Jumlah korban jiwa manusia juga terus bertambah.
Terbaru, lebih dari 75 orang dilaporkan tewas dalam tindakan keras pihak berwenang Iran terhadap pelaku kerusuhan.
Kerusuhan berawal dari unjuk rasa yang dipicu kematian wanita Kurdi Mahsa Amini menyusul penangkapannya oleh polisi moral karena tidak memakai jilbab.
Hal ini disampaikan kelompok hak asasi pada Senin (26/9/2022) seperti dikutip dari RTL.
Korban tewas resmi dari pihak berwenang Iran tetap di angka 41 orang, termasuk beberapa anggota pasukan keamanan.
Baca juga: Pengunjuk Rasa Pro-Pemerintah Iran Turun ke Jalan di Tengah Meluasnya Protes Kematian Mahsa Amini
Para pejabat mengatakan pada Senin bahwa mereka menangkap lebih dari 1.200 orang menyusul meluasnya demonstrasi nasional atas kematian Amini menyusul penangkapannya karena diduga melanggar aturan ketat negara tentang jilbab dan pakaian sederhana.
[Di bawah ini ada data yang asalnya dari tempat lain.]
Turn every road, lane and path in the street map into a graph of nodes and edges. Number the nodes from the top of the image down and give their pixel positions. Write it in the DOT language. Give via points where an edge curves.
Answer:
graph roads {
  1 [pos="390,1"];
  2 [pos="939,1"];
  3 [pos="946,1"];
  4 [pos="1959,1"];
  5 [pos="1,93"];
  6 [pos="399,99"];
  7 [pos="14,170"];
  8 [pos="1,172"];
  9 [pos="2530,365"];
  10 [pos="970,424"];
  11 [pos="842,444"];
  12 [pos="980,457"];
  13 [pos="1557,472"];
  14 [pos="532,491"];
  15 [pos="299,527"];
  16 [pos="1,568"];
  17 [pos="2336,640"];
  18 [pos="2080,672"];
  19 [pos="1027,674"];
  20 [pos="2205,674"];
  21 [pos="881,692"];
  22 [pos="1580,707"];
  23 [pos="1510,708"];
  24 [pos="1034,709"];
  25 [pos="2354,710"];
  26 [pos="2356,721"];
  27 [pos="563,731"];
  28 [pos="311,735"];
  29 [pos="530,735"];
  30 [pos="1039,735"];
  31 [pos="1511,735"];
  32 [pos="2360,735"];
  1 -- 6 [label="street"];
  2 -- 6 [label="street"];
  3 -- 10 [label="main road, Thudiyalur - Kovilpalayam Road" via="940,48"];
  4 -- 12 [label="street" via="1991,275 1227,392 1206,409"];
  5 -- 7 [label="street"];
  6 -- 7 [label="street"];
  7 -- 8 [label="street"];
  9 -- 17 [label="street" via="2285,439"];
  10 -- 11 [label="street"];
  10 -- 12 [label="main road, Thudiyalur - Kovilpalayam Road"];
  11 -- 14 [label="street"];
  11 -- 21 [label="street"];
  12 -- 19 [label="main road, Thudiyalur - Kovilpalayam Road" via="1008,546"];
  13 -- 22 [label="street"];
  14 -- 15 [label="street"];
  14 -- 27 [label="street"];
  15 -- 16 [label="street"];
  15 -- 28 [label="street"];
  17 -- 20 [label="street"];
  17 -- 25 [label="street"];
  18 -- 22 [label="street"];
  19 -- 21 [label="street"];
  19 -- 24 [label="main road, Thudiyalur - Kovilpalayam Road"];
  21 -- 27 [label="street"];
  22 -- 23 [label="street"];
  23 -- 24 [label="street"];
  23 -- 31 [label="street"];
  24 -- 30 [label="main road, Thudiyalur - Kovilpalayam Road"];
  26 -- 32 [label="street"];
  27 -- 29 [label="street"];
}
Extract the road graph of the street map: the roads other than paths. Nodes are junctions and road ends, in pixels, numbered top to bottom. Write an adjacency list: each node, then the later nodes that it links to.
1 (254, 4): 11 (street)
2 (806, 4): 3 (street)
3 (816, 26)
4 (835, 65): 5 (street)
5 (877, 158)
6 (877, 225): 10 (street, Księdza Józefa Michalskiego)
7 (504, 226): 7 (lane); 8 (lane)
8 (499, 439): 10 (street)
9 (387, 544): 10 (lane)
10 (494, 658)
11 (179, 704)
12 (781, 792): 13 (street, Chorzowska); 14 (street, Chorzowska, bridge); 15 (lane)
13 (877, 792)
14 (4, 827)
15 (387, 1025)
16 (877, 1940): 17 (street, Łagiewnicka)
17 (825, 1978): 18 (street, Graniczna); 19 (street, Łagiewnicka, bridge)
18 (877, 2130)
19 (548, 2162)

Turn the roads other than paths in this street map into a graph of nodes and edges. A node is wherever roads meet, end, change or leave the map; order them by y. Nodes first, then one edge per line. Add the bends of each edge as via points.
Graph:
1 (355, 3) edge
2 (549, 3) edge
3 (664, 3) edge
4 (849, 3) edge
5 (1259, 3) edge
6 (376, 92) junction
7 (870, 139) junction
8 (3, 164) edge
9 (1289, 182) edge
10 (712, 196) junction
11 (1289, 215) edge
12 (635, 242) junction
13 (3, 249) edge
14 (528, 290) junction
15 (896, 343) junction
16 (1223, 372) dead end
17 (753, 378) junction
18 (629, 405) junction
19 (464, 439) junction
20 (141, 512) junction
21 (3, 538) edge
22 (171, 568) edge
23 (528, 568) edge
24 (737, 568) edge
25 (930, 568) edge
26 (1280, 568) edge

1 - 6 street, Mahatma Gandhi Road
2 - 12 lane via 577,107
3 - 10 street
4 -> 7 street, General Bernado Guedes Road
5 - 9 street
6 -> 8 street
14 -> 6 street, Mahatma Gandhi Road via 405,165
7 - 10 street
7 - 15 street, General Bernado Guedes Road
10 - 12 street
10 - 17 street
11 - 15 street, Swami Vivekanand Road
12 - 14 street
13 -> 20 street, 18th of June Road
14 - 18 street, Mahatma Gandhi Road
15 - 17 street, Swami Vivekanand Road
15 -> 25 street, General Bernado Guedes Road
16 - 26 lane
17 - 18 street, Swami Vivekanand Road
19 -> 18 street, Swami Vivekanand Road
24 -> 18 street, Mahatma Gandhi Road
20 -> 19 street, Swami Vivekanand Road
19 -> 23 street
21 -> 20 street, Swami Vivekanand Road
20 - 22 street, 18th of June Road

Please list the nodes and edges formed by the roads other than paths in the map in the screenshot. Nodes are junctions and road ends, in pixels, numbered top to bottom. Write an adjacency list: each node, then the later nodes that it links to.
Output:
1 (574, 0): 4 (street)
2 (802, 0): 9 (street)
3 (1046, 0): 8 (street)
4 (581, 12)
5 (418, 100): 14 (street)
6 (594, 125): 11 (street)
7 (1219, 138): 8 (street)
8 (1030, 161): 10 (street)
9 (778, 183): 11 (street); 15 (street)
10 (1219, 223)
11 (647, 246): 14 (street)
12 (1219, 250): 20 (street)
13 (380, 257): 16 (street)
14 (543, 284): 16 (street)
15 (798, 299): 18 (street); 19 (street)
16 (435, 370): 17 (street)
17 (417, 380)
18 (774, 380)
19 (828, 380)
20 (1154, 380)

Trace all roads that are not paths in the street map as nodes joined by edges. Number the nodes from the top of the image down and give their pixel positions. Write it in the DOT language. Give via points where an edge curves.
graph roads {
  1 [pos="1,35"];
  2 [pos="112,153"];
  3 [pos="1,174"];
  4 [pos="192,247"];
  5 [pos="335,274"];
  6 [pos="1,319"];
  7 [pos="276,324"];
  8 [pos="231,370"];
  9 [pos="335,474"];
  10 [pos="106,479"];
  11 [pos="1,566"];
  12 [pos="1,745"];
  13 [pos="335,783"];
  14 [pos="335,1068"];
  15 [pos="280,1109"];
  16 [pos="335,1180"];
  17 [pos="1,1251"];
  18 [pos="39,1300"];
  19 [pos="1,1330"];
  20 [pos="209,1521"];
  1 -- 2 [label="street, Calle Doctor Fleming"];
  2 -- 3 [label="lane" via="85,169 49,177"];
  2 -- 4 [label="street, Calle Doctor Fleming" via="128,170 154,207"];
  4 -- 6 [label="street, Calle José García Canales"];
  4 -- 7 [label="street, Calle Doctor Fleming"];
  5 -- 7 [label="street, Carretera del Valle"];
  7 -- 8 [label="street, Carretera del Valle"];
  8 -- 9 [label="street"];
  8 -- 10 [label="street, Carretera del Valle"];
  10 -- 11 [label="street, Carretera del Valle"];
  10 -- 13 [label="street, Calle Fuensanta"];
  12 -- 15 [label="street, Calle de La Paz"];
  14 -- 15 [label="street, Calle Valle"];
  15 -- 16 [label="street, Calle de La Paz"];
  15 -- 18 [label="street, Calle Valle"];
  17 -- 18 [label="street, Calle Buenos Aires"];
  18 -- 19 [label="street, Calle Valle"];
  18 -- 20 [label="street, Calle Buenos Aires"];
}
Para pengunjuk rasa turun ke jalan lagi pada Senin malam, seperti yang mereka lakukan setiap malam sejak kematian Amini pada 16 September, di Teheran dan di tempat lain, kata saksi mata kepada AFP.
Kerumunan di Teheran meneriakkan "matilah diktator", menyerukan diakhirinya lebih dari tiga dekade kekuasaan pemimpin tertinggi Ayatollah Ali Khamenei, 83 tahun.
Rekaman video dari beberapa lantai di atas permukaan jalan, yang diduga diambil di Kota Tabriz, menunjukkan orang-orang memprotes gas air mata yang ditembakkan pasukan keamanan.
Kekerasan oleh Polisi
Direktur Hak Asasi Manusia Iran (IHR) yang berbasis di Oslo menyerukan kepada masyarakat internasional segera mengatasi kekerasan aparat pada pengunjuk rasa di Iran yang situasinya kian gawat.
"Kita harus tegas dan bersatu mengambil langkah-langkah praktis untuk menghentikan pembunuhan dan penyiksaan para pengunjuk rasa," kata Mahmood Amiry-Moghaddam.
Rekaman video dan sertifikat kematian yang diperoleh IHR menunjukkan bahwa "amunisi langsung ditembakkan ke pengunjuk rasa," tuduhnya.